Ollie bursts into the sitting room, red-faced and panting.
‘Kayla, there you are! Um, hi, Annie.’
‘Hi, Ollie.’ I give a little wave and pull the V-neck of my dressing gown closed. Underneath this thin covering of cotton I’m completely naked and – I glance down – yep, my flaming nipples are showing.
I start edging towards the door while Kayla and Ollie launch into what’s best described as an intense discussion. And I’ve just wrapped my fingers around the door handle when Kayla demands: ‘What do you think, Annie?’
Aargh, so close!
‘What do I think about what?’
‘About Ollie breaking up with me?’
‘For the millionth time, Kayla!’ Mild, gentle Ollie is shouting. ‘I am not breaking up with you. I’d love you to come to the Lake District with me but if you won’t we’ll have to try a long-distance relationship.’
‘But you love Cornwall so why are you going?’
‘Because I’m good at my job and want to be promoted but also because of you. You’re always telling me about your adventures abroad and it’s made me realise there’s a big, wide world out there beyond Cornwall. Keswick’s not exactly Kathmandu but it’s a big deal for me. A big, exciting deal and I want to give it a try.’ He pushes both hands into his blonde hair, which is standing on end. ‘Oh, whatever.’
With a final tut of despair and frustration, he does a magnific
ent sweep out of the room. I swear he’s been taking lessons from Josh, who was a serial sweeper before he settled down with me and became less angry at life.
Kayla settles back on the sofa, totally spent, and I join her to demonstrate sisterly solidarity although I’ve no idea what to say.
‘Sorry,’ she murmurs after a couple of minutes. ‘You’re getting married on Saturday and don’t need all of this drama.’
‘Don’t worry about it. My whole day’s been kind of dramatic so it doesn’t matter.’
‘What kind of dramatic?’
‘Nothing important.’ My bath is calling and Kayla’s not in the mood for tales of daring cliff rescues. She’d only call Toby an idiot for letting Freya wander off in the first place – and that was my fault too. ‘Do you want to stay here tonight?’

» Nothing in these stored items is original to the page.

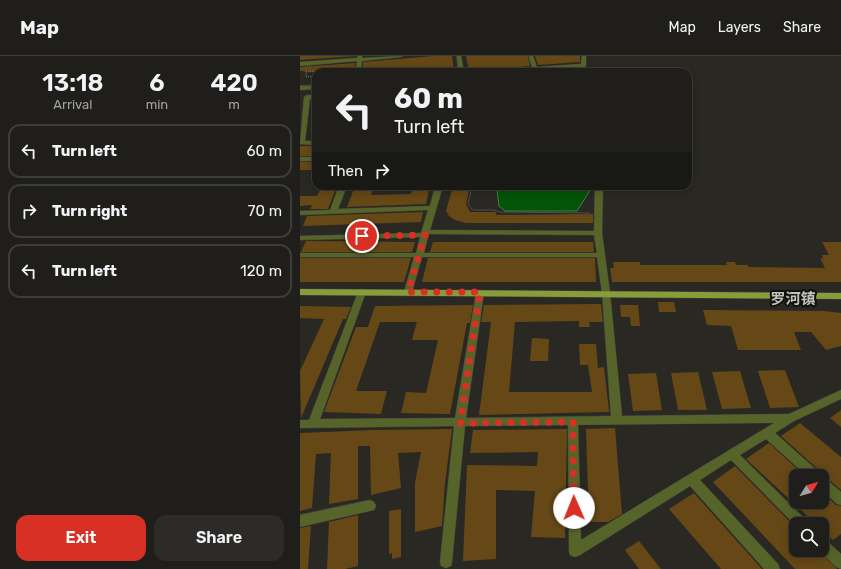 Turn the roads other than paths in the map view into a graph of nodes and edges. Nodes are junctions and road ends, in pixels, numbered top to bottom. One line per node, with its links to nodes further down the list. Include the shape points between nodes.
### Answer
1 (401, 56): 5 (street)
2 (459, 56): 9 (street)
3 (531, 56): 10 (street)
4 (584, 56): 7 (street)
5 (359, 58): 6 (street); 8 (street)
6 (300, 64)
7 (583, 65): 11 (street); 12 (street)
8 (358, 68)
9 (460, 68)
10 (535, 68)
11 (555, 68)
12 (582, 68)
13 (312, 86): 14 (street)
14 (300, 88)
15 (312, 97): 16 (street, via 307,98 302,144)
16 (312, 143)
17 (300, 159): 18 (street)
18 (312, 159)
19 (341, 190): 23 (street)
20 (438, 190): 22 (street)
21 (599, 190): 25 (street)
22 (432, 208): 23 (street); 26 (street)
23 (333, 212): 24 (street)
24 (300, 213)
25 (598, 232): 26 (street); 30 (street)
26 (425, 234): 27 (street); 29 (street)
27 (300, 238)
28 (300, 255): 29 (street)
29 (419, 255): 30 (street); 33 (street)
30 (601, 255): 35 (street)
31 (300, 292): 32 (main road)
32 (362, 292): 33 (main road); 43 (street)
33 (408, 292): 34 (main road)
34 (480, 292): 35 (main road); 41 (street)
35 (606, 293): 36 (main road); 39 (street)
36 (841, 296)
37 (841, 394): 38 (street)
38 (790, 418): 39 (street); 44 (street)
39 (617, 421): 40 (street)
40 (573, 422): 41 (street); 47 (street, via 575,551)
41 (460, 423): 43 (street); 54 (street)
42 (300, 424): 43 (street)
43 (313, 424)
44 (767, 433): 45 (street); 46 (street)
45 (732, 454): 47 (street); 51 (street)
46 (807, 469)
47 (691, 479): 56 (street)
48 (829, 489): 49 (street)
49 (841, 500)
50 (370, 506): 52 (street)
51 (795, 517)
52 (300, 521)
53 (829, 551): 55 (street)
54 (446, 562)
55 (841, 563)
56 (773, 569) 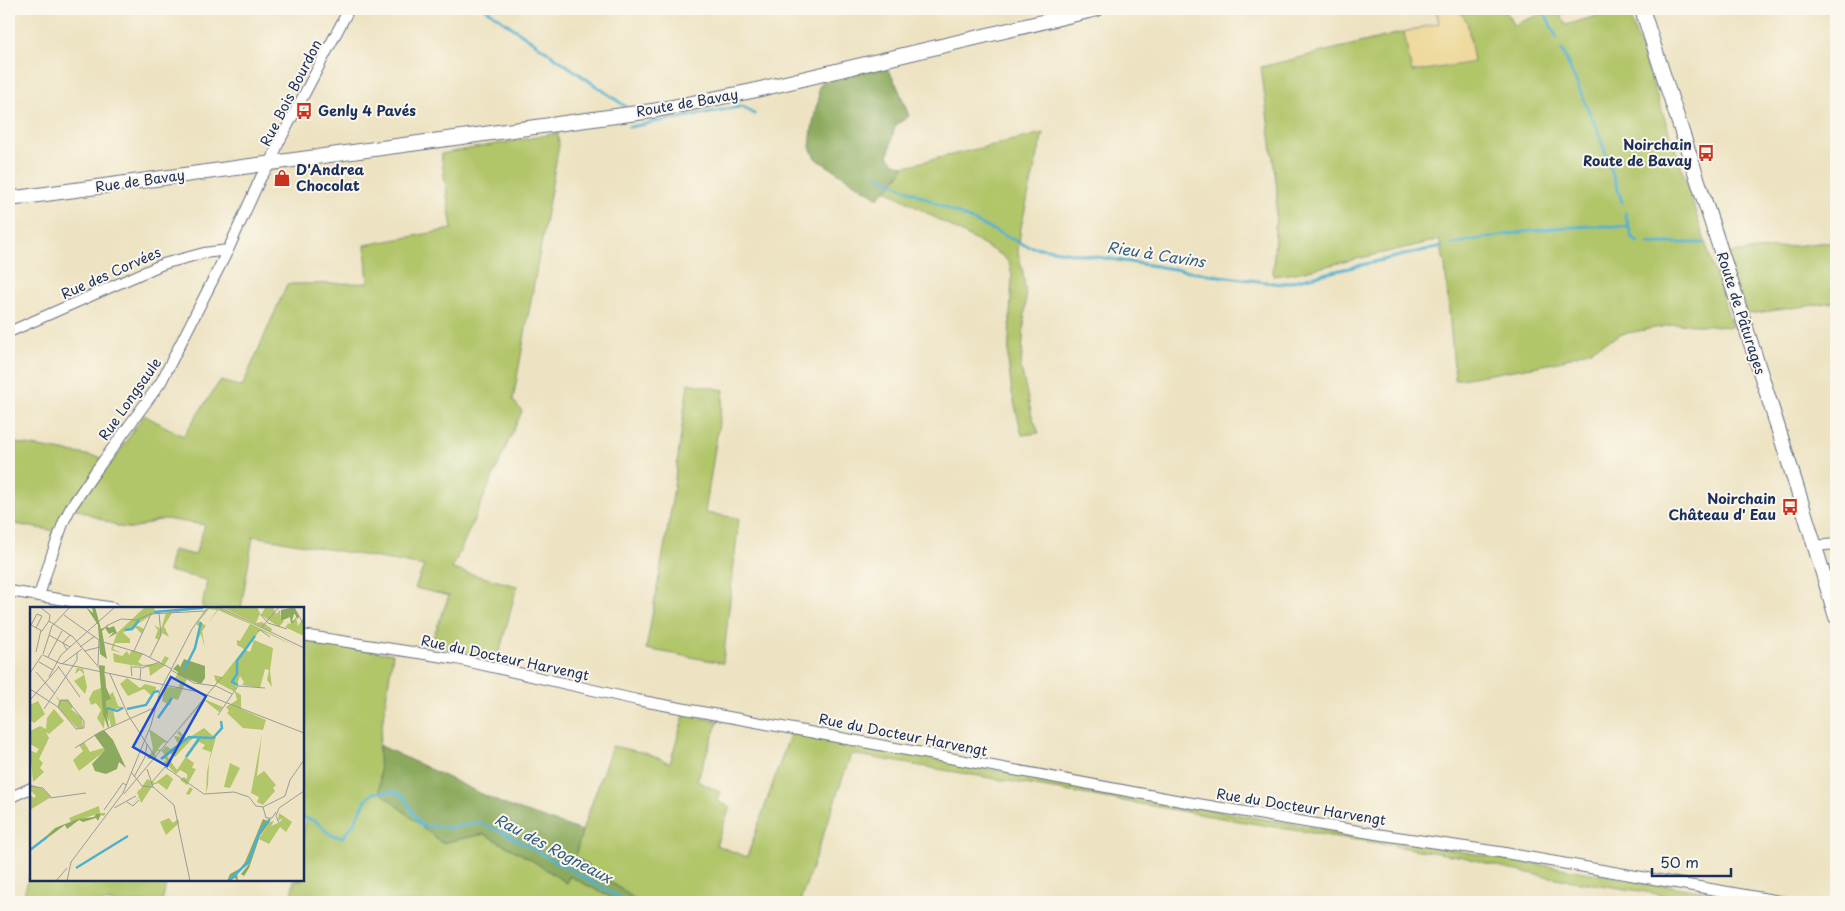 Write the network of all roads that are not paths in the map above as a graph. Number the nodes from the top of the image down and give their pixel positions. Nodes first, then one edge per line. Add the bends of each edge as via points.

Kayla’s still staring at her lap. ‘No, thanks. I’ve ruined enough of your evening. I’ll go home, grab a few things and stay at the pub so I can have a proper think. Roger won’t mind.’
‘Look, whether you decide to leave with Ollie, stay here or go globe-trotting again is up to you but, if it helps, I used to be terrified of commitment and here I am about to get married.’
Kayla sniffs. ‘That’s different ’cos you’re much older than me and you’re less adventurous.’
Which I’m pretty sure means more boring.
Thirty-Two
Cornwall weather gives new meaning to the word ‘unpredictable’. It can be gloriously sunny first thing but pouring down an hour later, and it varies widely from coast to coast.
Salt Bay lies on the thin strip of land that leads to Land’s End. We’re on the east coast and the west coast is only half an hour’s drive away – but some days they might as well be different countries. Nip over to the other coast if you wake up in Salt Bay to grey skies and mizzle, and often as not you’ll find sun sparkling on blue seas.
Fortunately, I wake on Saturday to bright sunshine. Sunbeams are pouring through the open curtains of our bedroom and coating the wooden floorboards in light. I often sleep with the curtains open because falling asleep looking at the stars is awesome. They were hidden by light pollution in London but here the stars are scattered like brilliant diamonds across the inky sky.